What is being asked:
Every single line below has to be printed once more, exactly.

Records shown:
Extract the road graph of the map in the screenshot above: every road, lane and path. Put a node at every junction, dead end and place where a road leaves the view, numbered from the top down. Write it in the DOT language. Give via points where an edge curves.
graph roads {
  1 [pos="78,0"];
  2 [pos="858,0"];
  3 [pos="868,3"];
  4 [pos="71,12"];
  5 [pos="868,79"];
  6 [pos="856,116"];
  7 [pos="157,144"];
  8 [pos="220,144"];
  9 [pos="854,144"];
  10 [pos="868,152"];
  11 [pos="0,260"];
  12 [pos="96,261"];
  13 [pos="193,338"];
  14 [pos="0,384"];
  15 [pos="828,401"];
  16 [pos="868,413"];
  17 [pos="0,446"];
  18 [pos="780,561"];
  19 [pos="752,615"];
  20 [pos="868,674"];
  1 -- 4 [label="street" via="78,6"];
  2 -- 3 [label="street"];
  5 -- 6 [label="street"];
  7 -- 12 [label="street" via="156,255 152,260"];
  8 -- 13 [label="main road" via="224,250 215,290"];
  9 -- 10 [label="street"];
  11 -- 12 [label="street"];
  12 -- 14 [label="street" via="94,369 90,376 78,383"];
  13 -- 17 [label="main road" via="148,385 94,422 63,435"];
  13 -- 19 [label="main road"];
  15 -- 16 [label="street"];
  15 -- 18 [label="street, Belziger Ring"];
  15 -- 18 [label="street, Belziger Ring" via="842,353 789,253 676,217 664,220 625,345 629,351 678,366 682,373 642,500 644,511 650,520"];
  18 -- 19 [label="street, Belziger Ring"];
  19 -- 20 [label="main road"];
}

Your response:
Extract the road graph of the map in the screenshot above: every road, lane and path. Put a node at every junction, dead end and place where a road leaves the view, numbered from the top down. Write it in the DOT language. Give via points where an edge curves.
graph roads {
  1 [pos="78,0"];
  2 [pos="858,0"];
  3 [pos="868,3"];
  4 [pos="71,12"];
  5 [pos="868,79"];
  6 [pos="856,116"];
  7 [pos="157,144"];
  8 [pos="220,144"];
  9 [pos="854,144"];
  10 [pos="868,152"];
  11 [pos="0,260"];
  12 [pos="96,261"];
  13 [pos="193,338"];
  14 [pos="0,384"];
  15 [pos="828,401"];
  16 [pos="868,413"];
  17 [pos="0,446"];
  18 [pos="780,561"];
  19 [pos="752,615"];
  20 [pos="868,674"];
  1 -- 4 [label="street" via="78,6"];
  2 -- 3 [label="street"];
  5 -- 6 [label="street"];
  7 -- 12 [label="street" via="156,255 152,260"];
  8 -- 13 [label="main road" via="224,250 215,290"];
  9 -- 10 [label="street"];
  11 -- 12 [label="street"];
  12 -- 14 [label="street" via="94,369 90,376 78,383"];
  13 -- 17 [label="main road" via="148,385 94,422 63,435"];
  13 -- 19 [label="main road"];
  15 -- 16 [label="street"];
  15 -- 18 [label="street, Belziger Ring"];
  15 -- 18 [label="street, Belziger Ring" via="842,353 789,253 676,217 664,220 625,345 629,351 678,366 682,373 642,500 644,511 650,520"];
  18 -- 19 [label="street, Belziger Ring"];
  19 -- 20 [label="main road"];
}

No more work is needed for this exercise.